Figure 17.4, Metastatic Melanoma. A patient with previously excised malignant melanoma underwent CMR for suspected cardiac metastases. Short-axis images show an expansile hyperenhancing mass in the lateral LV wall on post-contrast cine imaging (arrow a) and LGE imaging (arrow, b). Corresponding 3-chamber post-contrast cine and LGE images also confirm the presence of a hyperenhancing lateral wall mass (arrows, c,d). The patient was scheduled for a PET-FDG/CT scan for functional assessment of the mass. The contrast axial CCT images (e) acquired as part of the PET/CT study do not clearly show a significant myocardial lesion at the expected location in the lateral LV wall (white arrow, e) – but an adjacent lung metastasis is seen (black arrow, e). Matched FDG uptake images clearly demonstrate uptake not only in the lung metastasis (black arrow, e) but also in the previously occult myocardial metastasis (white arrow, e).
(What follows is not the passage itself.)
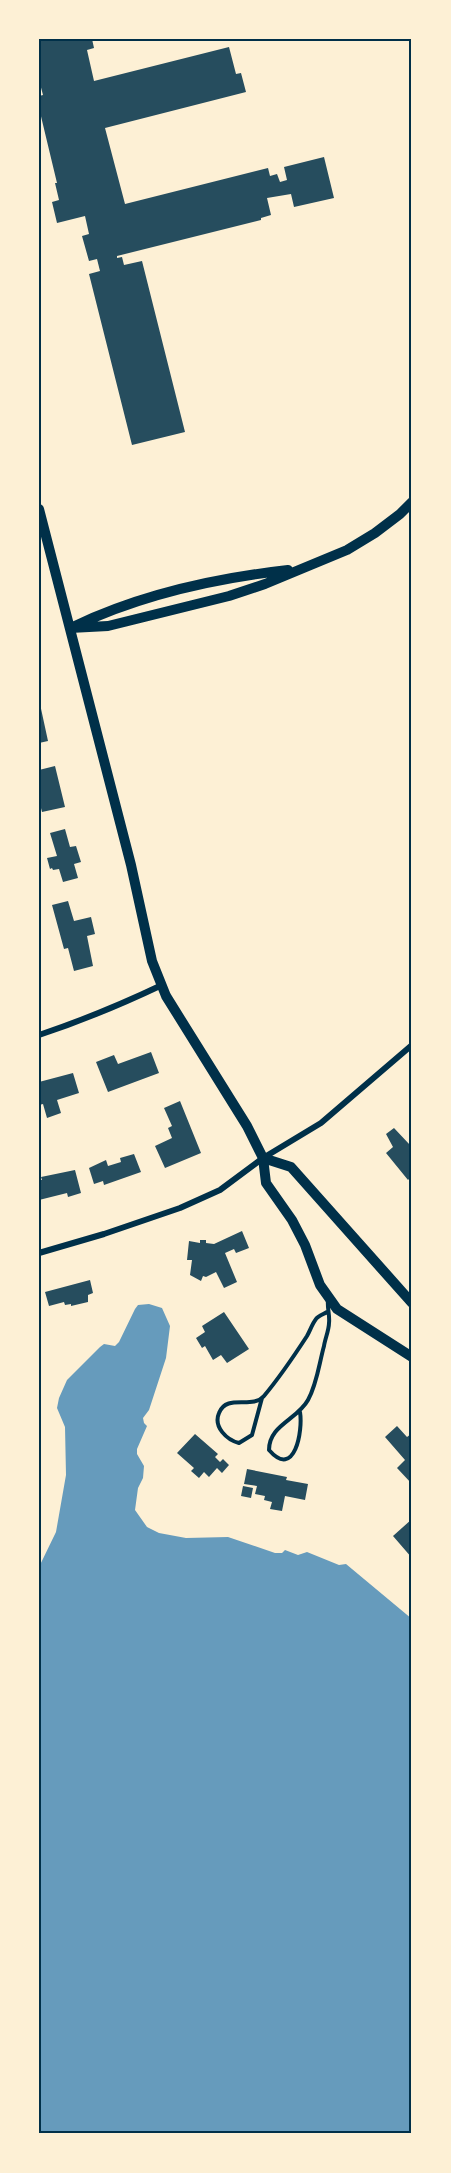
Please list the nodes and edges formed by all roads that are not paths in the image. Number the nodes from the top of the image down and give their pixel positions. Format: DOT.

Note that the appearances are not specific to melanoma but could be seen in many forms of malignant secondary tumour.

A limitation of 18 F-FDG PET is the high and often inhomogeneous baseline myocardial 18 F-FDG uptake which may obscure weak pathological uptake from malignancy. Very recently, several vendors have developed integrated PET/MR scanners which might be expected to provide additional benefit in terms of cardiac mass characterisation over PET alone ( Chapter 4 ). The validity of this approach is currently untested, however.